WHAT TO DO |
The result should be every line in the data below that carries the string "padding".

________

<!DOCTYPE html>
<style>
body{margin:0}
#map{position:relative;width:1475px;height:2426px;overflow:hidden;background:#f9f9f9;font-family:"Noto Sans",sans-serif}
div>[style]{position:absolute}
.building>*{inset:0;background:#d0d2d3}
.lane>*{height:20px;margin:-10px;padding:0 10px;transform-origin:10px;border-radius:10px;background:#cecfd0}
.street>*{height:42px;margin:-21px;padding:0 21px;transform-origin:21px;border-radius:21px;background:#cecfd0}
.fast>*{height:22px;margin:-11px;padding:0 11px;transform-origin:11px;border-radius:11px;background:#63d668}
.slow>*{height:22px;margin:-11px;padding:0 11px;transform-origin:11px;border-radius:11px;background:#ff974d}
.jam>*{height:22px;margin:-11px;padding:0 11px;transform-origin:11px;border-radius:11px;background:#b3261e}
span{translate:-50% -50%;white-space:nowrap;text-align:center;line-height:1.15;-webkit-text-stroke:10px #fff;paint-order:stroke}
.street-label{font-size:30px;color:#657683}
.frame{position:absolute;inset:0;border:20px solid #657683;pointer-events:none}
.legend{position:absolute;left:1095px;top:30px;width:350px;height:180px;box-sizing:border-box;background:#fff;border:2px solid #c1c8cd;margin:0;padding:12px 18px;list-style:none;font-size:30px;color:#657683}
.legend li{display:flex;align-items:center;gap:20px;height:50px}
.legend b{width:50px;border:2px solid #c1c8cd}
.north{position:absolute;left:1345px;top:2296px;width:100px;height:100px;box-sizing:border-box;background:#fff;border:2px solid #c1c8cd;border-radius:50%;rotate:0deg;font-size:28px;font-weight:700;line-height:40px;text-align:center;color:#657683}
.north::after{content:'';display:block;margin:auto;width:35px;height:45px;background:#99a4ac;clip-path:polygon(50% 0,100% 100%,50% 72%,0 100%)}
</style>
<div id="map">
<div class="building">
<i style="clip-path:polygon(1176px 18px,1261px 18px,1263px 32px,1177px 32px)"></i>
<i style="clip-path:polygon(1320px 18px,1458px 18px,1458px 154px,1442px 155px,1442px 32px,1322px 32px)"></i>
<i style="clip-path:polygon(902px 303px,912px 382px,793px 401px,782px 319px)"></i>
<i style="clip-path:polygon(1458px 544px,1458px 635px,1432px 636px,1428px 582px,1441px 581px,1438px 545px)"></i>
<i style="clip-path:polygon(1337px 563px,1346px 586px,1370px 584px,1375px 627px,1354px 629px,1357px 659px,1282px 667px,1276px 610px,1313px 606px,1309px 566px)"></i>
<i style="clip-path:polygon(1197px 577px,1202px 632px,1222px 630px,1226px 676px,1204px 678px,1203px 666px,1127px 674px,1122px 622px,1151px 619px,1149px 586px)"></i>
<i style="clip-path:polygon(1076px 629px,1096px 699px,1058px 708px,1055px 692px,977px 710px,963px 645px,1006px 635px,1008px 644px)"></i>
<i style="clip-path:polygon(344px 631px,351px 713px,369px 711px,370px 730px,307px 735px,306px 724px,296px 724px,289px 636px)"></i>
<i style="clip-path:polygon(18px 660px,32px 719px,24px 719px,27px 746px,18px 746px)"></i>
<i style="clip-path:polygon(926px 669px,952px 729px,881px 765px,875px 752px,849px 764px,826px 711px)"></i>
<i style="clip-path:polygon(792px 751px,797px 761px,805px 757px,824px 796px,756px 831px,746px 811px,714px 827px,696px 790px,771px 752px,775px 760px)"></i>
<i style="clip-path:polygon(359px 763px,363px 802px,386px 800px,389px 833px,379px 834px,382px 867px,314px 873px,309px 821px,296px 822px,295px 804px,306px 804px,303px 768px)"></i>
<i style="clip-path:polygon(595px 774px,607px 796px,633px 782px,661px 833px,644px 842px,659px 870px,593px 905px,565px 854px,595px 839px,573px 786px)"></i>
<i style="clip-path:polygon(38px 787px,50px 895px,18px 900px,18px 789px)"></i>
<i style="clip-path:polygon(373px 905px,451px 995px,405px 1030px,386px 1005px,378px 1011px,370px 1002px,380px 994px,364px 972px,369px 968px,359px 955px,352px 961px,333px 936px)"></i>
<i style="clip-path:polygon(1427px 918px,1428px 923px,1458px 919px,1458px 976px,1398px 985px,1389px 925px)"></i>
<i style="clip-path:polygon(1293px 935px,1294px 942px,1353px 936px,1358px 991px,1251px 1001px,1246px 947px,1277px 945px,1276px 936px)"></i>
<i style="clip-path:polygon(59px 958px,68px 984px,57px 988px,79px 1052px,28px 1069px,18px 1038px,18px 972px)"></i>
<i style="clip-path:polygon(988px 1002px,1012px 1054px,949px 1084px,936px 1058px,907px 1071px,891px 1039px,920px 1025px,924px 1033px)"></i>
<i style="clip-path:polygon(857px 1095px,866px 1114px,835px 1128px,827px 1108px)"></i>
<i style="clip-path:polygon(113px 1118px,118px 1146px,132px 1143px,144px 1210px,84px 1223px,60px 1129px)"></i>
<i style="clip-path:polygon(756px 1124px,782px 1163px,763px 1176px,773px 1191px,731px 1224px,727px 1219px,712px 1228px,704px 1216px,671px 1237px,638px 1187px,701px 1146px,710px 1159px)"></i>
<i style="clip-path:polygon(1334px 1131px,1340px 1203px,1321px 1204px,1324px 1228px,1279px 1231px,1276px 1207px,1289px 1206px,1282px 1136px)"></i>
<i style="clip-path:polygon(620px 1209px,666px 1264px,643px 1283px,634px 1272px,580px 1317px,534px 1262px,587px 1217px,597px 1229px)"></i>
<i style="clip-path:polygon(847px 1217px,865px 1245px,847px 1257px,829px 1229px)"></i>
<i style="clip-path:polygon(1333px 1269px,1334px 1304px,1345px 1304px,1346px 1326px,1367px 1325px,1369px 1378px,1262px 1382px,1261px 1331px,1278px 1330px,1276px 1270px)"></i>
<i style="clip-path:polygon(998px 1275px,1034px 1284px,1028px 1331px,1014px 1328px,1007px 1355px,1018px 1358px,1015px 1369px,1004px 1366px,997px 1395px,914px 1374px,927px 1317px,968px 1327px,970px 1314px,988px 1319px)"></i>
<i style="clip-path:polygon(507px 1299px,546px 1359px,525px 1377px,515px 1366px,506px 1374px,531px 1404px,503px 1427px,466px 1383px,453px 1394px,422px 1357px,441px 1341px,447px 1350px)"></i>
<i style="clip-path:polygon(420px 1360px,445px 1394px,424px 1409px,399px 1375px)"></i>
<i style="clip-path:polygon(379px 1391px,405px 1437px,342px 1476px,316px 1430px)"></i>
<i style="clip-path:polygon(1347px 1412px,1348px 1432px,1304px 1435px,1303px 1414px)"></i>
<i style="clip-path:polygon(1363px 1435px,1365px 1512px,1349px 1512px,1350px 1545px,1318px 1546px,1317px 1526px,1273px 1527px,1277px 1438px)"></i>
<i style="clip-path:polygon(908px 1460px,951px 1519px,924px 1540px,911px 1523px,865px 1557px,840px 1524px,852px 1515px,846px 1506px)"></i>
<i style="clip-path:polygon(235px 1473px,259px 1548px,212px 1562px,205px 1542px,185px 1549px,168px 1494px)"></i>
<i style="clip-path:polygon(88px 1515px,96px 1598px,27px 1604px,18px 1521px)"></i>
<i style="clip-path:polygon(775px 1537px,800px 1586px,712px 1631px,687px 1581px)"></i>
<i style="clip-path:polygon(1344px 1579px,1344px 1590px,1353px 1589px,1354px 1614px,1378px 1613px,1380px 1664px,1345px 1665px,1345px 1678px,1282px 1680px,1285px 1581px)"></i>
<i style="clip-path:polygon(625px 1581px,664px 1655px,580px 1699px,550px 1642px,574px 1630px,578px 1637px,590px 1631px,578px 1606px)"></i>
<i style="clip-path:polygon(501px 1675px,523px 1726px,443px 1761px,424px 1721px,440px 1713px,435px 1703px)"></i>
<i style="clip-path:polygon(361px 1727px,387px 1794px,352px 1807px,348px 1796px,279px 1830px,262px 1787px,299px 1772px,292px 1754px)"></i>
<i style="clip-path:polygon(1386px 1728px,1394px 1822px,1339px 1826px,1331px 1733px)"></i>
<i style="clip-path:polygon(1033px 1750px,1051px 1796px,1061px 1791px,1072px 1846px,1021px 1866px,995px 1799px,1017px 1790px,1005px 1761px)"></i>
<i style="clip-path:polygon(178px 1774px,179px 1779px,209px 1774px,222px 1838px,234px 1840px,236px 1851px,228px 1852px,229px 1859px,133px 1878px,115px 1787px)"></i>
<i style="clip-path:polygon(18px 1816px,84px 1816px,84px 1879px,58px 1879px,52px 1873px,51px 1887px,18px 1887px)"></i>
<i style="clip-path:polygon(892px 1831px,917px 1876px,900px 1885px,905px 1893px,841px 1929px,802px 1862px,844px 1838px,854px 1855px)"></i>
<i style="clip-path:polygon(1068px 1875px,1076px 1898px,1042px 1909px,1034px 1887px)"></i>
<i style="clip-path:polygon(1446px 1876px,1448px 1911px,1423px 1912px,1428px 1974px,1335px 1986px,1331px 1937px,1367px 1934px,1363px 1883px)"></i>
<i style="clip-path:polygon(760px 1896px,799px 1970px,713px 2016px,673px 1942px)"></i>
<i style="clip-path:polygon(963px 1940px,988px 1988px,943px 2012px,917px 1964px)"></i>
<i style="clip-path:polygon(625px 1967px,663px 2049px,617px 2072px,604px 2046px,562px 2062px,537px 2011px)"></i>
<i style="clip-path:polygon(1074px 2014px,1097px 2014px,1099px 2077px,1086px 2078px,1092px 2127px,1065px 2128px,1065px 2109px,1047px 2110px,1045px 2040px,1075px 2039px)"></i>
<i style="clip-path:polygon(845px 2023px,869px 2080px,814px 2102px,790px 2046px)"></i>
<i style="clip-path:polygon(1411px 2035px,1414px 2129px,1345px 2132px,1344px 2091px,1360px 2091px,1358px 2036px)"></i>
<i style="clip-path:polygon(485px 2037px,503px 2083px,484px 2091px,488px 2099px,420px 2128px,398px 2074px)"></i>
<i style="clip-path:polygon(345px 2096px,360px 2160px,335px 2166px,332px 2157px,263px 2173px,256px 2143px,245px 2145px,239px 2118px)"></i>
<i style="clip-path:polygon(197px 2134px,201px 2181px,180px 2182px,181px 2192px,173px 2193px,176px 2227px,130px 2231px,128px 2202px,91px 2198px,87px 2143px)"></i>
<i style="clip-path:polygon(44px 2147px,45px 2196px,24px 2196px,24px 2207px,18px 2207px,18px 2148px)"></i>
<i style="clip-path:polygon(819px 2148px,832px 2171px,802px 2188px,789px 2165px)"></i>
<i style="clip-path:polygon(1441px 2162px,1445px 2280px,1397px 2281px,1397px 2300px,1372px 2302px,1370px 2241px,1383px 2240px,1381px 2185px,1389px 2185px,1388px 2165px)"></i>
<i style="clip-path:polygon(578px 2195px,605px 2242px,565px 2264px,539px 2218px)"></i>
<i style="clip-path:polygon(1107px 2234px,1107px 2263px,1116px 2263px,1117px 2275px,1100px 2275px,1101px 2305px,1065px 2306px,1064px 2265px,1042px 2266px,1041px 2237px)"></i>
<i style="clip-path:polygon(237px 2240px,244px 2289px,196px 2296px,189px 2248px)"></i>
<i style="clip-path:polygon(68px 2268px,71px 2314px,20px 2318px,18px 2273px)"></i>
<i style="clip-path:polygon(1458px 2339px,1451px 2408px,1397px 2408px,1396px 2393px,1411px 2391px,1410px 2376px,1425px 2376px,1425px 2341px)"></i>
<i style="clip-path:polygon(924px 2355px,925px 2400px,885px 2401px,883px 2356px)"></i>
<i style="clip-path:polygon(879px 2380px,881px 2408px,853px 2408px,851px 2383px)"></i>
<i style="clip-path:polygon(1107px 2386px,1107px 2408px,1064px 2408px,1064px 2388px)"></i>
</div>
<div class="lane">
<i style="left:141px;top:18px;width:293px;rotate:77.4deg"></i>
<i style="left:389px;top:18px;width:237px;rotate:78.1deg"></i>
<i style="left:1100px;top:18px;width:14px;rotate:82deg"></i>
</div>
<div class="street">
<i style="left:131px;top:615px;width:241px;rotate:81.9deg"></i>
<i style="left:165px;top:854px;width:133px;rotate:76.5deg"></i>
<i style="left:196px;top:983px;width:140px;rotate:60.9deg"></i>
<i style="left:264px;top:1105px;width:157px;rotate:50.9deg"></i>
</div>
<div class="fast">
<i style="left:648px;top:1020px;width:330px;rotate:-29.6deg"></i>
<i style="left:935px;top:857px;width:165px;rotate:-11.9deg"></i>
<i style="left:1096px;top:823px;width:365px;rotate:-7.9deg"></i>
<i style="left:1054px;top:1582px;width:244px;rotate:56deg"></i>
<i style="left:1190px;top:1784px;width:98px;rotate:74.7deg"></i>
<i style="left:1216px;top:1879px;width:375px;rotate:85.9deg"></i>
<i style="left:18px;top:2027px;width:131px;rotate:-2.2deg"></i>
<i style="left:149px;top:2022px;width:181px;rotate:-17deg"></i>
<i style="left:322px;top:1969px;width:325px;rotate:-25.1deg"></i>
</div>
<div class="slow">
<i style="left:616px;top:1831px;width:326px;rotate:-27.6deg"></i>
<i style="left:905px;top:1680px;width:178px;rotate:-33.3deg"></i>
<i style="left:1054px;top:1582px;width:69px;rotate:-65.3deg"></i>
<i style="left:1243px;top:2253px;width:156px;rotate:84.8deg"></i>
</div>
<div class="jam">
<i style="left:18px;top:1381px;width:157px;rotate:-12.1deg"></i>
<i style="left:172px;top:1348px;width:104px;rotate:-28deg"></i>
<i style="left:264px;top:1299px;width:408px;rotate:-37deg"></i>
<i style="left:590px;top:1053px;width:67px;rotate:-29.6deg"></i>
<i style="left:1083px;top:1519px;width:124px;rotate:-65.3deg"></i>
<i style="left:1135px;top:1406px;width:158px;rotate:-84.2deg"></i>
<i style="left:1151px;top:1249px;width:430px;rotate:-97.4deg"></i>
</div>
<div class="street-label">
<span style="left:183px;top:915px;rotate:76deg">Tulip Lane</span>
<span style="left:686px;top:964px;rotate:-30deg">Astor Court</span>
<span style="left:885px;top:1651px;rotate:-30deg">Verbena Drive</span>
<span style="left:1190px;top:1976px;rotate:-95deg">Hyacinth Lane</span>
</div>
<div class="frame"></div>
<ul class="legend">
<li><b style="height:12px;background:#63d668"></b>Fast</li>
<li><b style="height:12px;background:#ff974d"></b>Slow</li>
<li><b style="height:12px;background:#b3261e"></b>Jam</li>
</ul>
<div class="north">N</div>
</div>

________

COMPLETED EXERCISE |
.lane>*{height:20px;margin:-10px;padding:0 10px;transform-origin:10px;border-radius:10px;background:#cecfd0}
.street>*{height:42px;margin:-21px;padding:0 21px;transform-origin:21px;border-radius:21px;background:#cecfd0}
.fast>*{height:22px;margin:-11px;padding:0 11px;transform-origin:11px;border-radius:11px;background:#63d668}
.slow>*{height:22px;margin:-11px;padding:0 11px;transform-origin:11px;border-radius:11px;background:#ff974d}
.jam>*{height:22px;margin:-11px;padding:0 11px;transform-origin:11px;border-radius:11px;background:#b3261e}
.legend{position:absolute;left:1095px;top:30px;width:350px;height:180px;box-sizing:border-box;background:#fff;border:2px solid #c1c8cd;margin:0;padding:12px 18px;list-style:none;font-size:30px;color:#657683}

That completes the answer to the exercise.